• **Task directions**
Check the records below line by line, and report how many lines include the string "Cuéllar". No other words are needed.

• **Information supplied**
[Start of section]
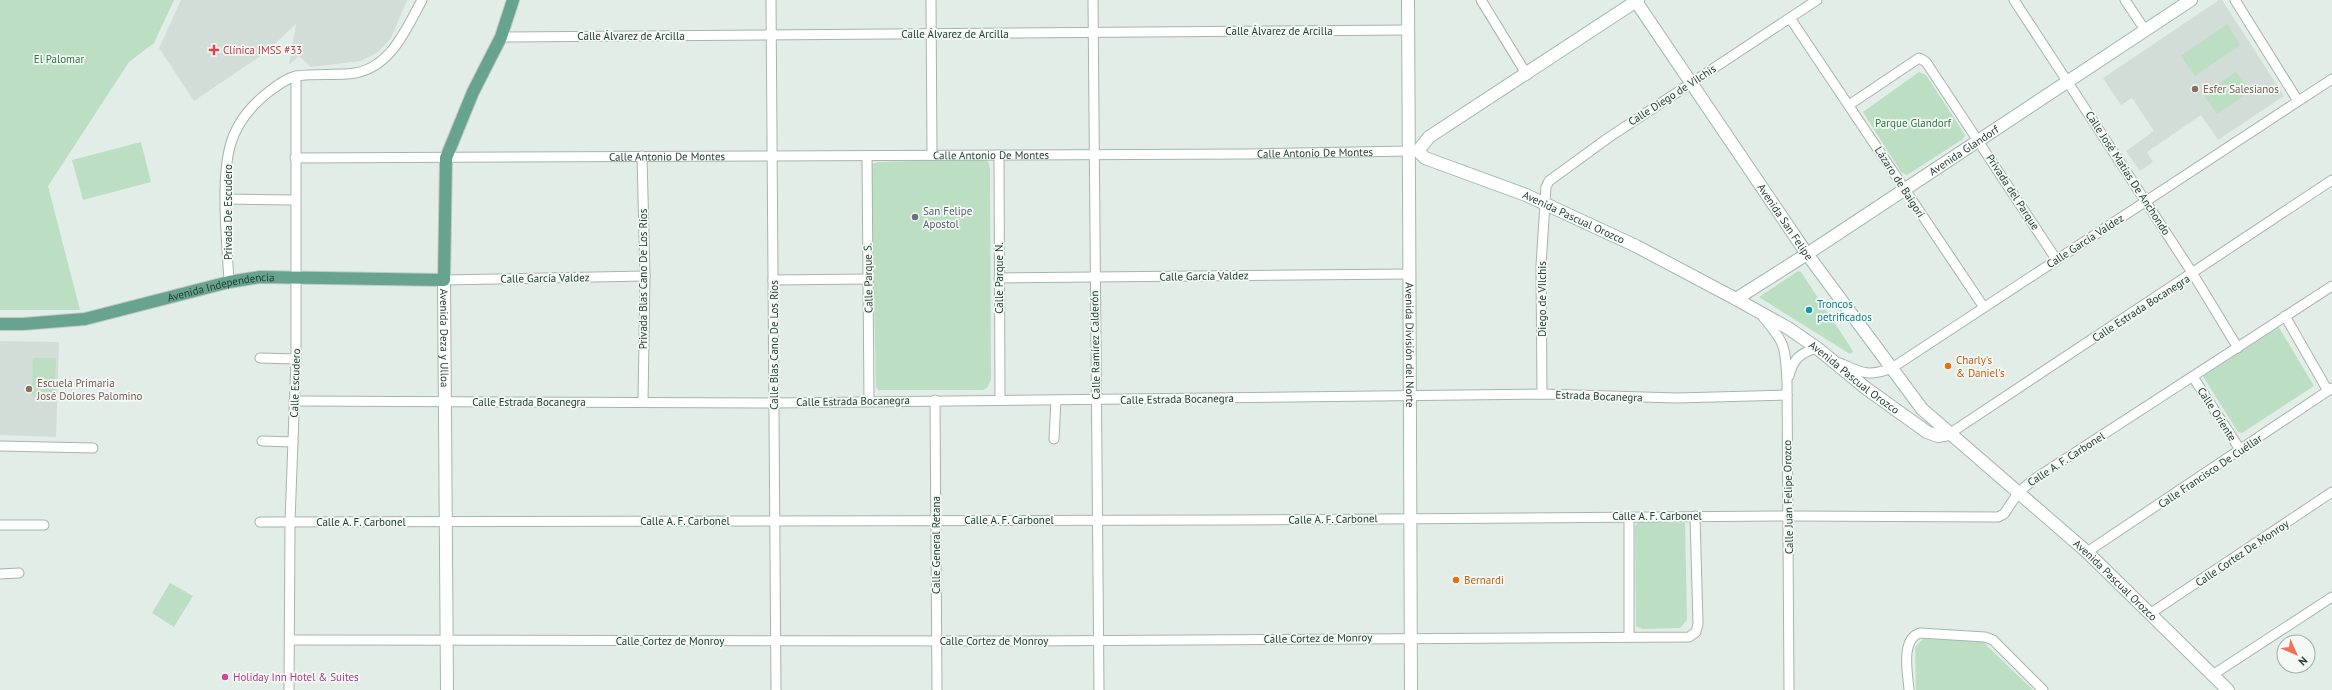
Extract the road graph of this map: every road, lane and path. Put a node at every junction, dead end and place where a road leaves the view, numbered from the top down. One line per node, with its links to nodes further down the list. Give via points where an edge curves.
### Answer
1 (422, 0): 22 (street, via 399,41 385,58 355,73)
2 (513, 0): 20 (main road, Avenida Deza y Ulloa)
3 (771, 0): 19 (street, Calle Blas Cano De Los Ríos)
4 (931, 0): 18 (street)
5 (1093, 0): 17 (street, Calle Ramírez Calderón)
6 (1408, 0): 15 (main road, Avenida División del Norte)
7 (1481, 0): 21 (street)
8 (1817, 0): 14 (street, Calle Diego de Vilchis)
9 (2014, 0): 24 (street, Calle José Matías De Anchondo)
10 (2125, 0): 16 (street)
11 (2190, 0): 16 (main road, Avenida Glandorf)
12 (2235, 0): 26 (street)
13 (1636, 1): 21 (main road); 25 (main road, Avenida San Felipe)
14 (1790, 18): 25 (street, Calle Diego de Vilchis); 27 (street, Lázaro de Baigori)
15 (1408, 30): 17 (street, Calle Álvarez de Arcilla); 29 (main road, Avenida División del Norte)
16 (2145, 30): 24 (main road, Avenida Glandorf)
17 (1093, 33): 18 (street, Calle Álvarez de Arcilla); 32 (street, Calle Ramírez Calderón)
18 (931, 34): 19 (street, Calle Álvarez de Arcilla); 30 (street)
19 (772, 35): 20 (street, Calle Álvarez de Arcilla); 34 (street, Calle Blas Cano De Los Ríos)
20 (500, 36): 37 (main road, Avenida Deza y Ulloa, via 473,92)
21 (1527, 75): 29 (main road, via 1429,137)
22 (296, 76): 36 (street, Calle Escudero); 40 (street, Privada De Escudero, via 262,97 240,122 231,143 228,159)
23 (2332, 79): 26 (street, Calle García Valdez)
24 (2068, 82): 28 (main road, Avenida Glandorf); 42 (street, Calle José Matías De Anchondo)
25 (1691, 83): 43 (street, Calle Diego de Vilchis, via 1554,176 1546,187); 44 (main road, Avenida San Felipe)
26 (2298, 101): 42 (street, Calle García Valdez)
27 (1849, 105): 28 (street, Privada del Parque, via 1916,60 1922,59); 39 (street, Lázaro de Baigori)
28 (1979, 140): 39 (main road, Avenida Glandorf); 45 (street, Privada del Parque)
29 (1414, 151): 32 (street, Calle Antonio De Montes); 43 (main road, Avenida Pascual Orozco, via 1425,158); 46 (main road, Avenida División del Norte)
30 (932, 155): 31 (street, Calle Antonio De Montes); 35 (street, Calle Antonio De Montes)
31 (999, 155): 32 (street, Calle Antonio De Montes); 50 (street, Calle Parque N.)
32 (1094, 155): 51 (street, Calle Ramírez Calderón)
33 (642, 156): 34 (street, Calle Antonio De Montes); 37 (street, Calle Antonio De Montes); 49 (street, Privada Blas Cano De Los Ríos)
34 (772, 156): 35 (street, Calle Antonio De Montes); 54 (street, Calle Blas Cano De Los Ríos)
35 (866, 156): 52 (street, Calle Parque S.)
36 (295, 158): 37 (street, Calle Antonio De Montes); 41 (street, Calle Escudero)
37 (446, 158): 53 (main road, Avenida Deza y Ulloa)
38 (2332, 180): 47 (street, Calle Estrada Bocanegra)
39 (1905, 190): 44 (main road, Avenida Glandorf); 58 (street, Lázaro de Baigori)
40 (226, 199): 41 (street); 55 (street, Privada De Escudero)
41 (295, 200): 48 (street, Calle Escudero)
42 (2146, 201): 45 (street, Calle García Valdez); 47 (street, Calle José Matías De Anchondo)
43 (1545, 204): 57 (main road, Avenida Pascual Orozco, via 1636,246); 71 (street, Diego de VIlchis, via 1541,266)
44 (1808, 254): 57 (main road, Avenida Glandorf); 67 (main road, Avenida San Felipe)
45 (2056, 259): 58 (street, Calle García Valdez)
46 (1409, 274): 51 (street, Calle García Valdez); 73 (main road, Avenida División del Norte)
47 (2193, 274): 63 (street, Calle José Matías De Anchondo); 83 (street, Calle Estrada Bocanegra)
48 (295, 276): 53 (main road, Avenida Independencia); 55 (main road, Avenida Independencia, via 260,277); 65 (street, Calle Escudero)
49 (645, 276): 53 (street, Calle García Valdez); 81 (street, Privada Blas Cano De Los Ríos)
50 (999, 278): 51 (street, Calle García Valdez); 75 (street, Calle Parque N.)
51 (1094, 278): 77 (street, Calle Ramírez Calderón)
52 (868, 279): 54 (street); 80 (street, Calle Parque S.)
53 (444, 280): 79 (main road, Avenida Deza y Ulloa)
54 (773, 280): 82 (street, Calle Blas Cano De Los Ríos)
55 (229, 282): 61 (main road, Avenida Independencia, via 85,319)
56 (2332, 286): 60 (street, Calle A. F. Carbonel)
57 (1736, 299): 59 (main road, Avenida Pascual Orozco)
58 (1983, 306): 67 (street, Calle García Valdez)
59 (1760, 312): 62 (main road, Avenida Pascual Orozco); 69 (street, Calle Juan Felipe Orozco, via 1782,340)
60 (2285, 316): 63 (street, Calle A. F. Carbonel); 70 (street)
61 (0, 324)
62 (1817, 348): 66 (main road, Avenida Pascual Orozco); 69 (street, via 1797,357)
63 (2238, 348): 68 (street, Calle A. F. Carbonel)
64 (260, 358): 65 (street)
65 (296, 359): 78 (street, Calle Escudero)
66 (1831, 359): 67 (street, Calle García Valdez, via 1865,373 1878,373); 83 (main road, Avenida Pascual Orozco, via 1867,389 1927,432 1938,436)
67 (1892, 368): 83 (main road, Avenida San Felipe, via 1922,409)
68 (2193, 377): 89 (street, Calle Oriente); 91 (street, Calle A. F. Carbonel, via 2033,480)
69 (1788, 381): 72 (street, Calle Juan Felipe Orozco)
70 (2330, 389): 89 (street, Calle Francisco De Cuéllar)
71 (1542, 394): 72 (street, Estrada Bocanegra, via 1677,398); 73 (street, Estrada Bocanegra)
72 (1787, 395): 93 (street, Calle Juan Felipe Orozco)
73 (1412, 396): 77 (street, Calle Estrada Bocanegra); 95 (main road, Avenida División del Norte)
74 (935, 400): 75 (street, Calle Estrada Bocanegra); 80 (street, Calle Estrada Bocanegra); 96 (street, Calle General Retana)
75 (1000, 400): 76 (street, Calle Estrada Bocanegra)
76 (1056, 400): 77 (street, Calle Estrada Bocanegra); 84 (street)
77 (1095, 400): 97 (street, Calle Ramírez Calderón)
78 (294, 401): 79 (street, Calle Estrada Bocanegra); 86 (street, Calle Escudero)
79 (446, 401): 81 (street, Calle Estrada Bocanegra); 101 (main road, Avenida Deza y Ulloa)
80 (869, 401): 82 (street, Calle Estrada Bocanegra)
81 (643, 402): 82 (street, Calle Estrada Bocanegra)
82 (774, 403): 98 (street, Calle Blas Cano De Los Ríos)
83 (1949, 434): 91 (main road, Avenida Pascual Orozco)
84 (1054, 439)
85 (262, 441): 86 (street)
86 (292, 442): 100 (street, Calle Escudero)
87 (0, 446): 88 (street)
88 (93, 448)
89 (2241, 451): 104 (street, Calle Francisco De Cuéllar)
90 (2332, 492): 108 (street, Calle Cortez De Monroy)
91 (2018, 493): 93 (street, Calle A. F. Carbonel, via 2004,514 1994,518); 104 (main road, Avenida Pascual Orozco)
92 (1695, 516): 93 (street, Calle A. F. Carbonel); 94 (street, Calle A. F. Carbonel); 109 (street, Calle Cortez de Monroy, via 1698,624 1696,632 1689,637)
93 (1789, 516): 123 (street, Calle Juan Felipe Orozco)
94 (1629, 517): 95 (street, Calle A. F. Carbonel); 109 (street)
95 (1411, 518): 97 (street, Calle A. F. Carbonel); 110 (main road, Avenida División del Norte)
96 (936, 520): 97 (street, Calle A. F. Carbonel); 98 (street, Calle A. F. Carbonel); 115 (street, Calle General Retana)
97 (1096, 520): 113 (street, Calle Ramírez Calderón)
98 (775, 521): 101 (street, Calle A. F. Carbonel); 114 (street, Calle Blas Cano De Los Ríos)
99 (260, 522): 100 (street, Calle A. F. Carbonel)
100 (290, 522): 101 (street, Calle A. F. Carbonel); 111 (street, Calle Escudero)
101 (446, 522): 112 (main road, Avenida Deza y Ulloa)
102 (0, 525): 103 (street)
103 (44, 525)
104 (2087, 552): 108 (main road, Avenida Pascual Orozco)
105 (19, 573): 106 (street)
106 (0, 574)
107 (2332, 597): 116 (street)
108 (2151, 613): 116 (main road, Avenida Pascual Orozco)
109 (1629, 637): 110 (street, Calle Cortez de Monroy)
110 (1411, 638): 113 (street, Calle Cortez de Monroy); 122 (main road, Avenida División del Norte)
111 (290, 640): 112 (street, Calle Cortez de Monroy); 117 (street, Calle Escudero)
112 (448, 640): 114 (street, Calle Cortez de Monroy); 118 (main road, Avenida Deza y Ulloa)
113 (1097, 640): 115 (street, Calle Cortez de Monroy); 121 (street, Calle Ramírez Calderón)
114 (776, 641): 115 (street, Calle Cortez de Monroy); 119 (street, Calle Blas Cano De Los Ríos)
115 (936, 641): 120 (street, Calle General Retana)
116 (2214, 674): 126 (main road, Avenida Pascual Orozco)
117 (289, 690)
118 (447, 690)
119 (776, 690)
120 (937, 690)
121 (1098, 690)
122 (1411, 690)
123 (1789, 690)
124 (1909, 690): 125 (street, via 1908,645 1911,637 1920,633 1985,637 1993,640)
125 (2043, 690)
126 (2228, 690)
[End of section]
• **Answer**
2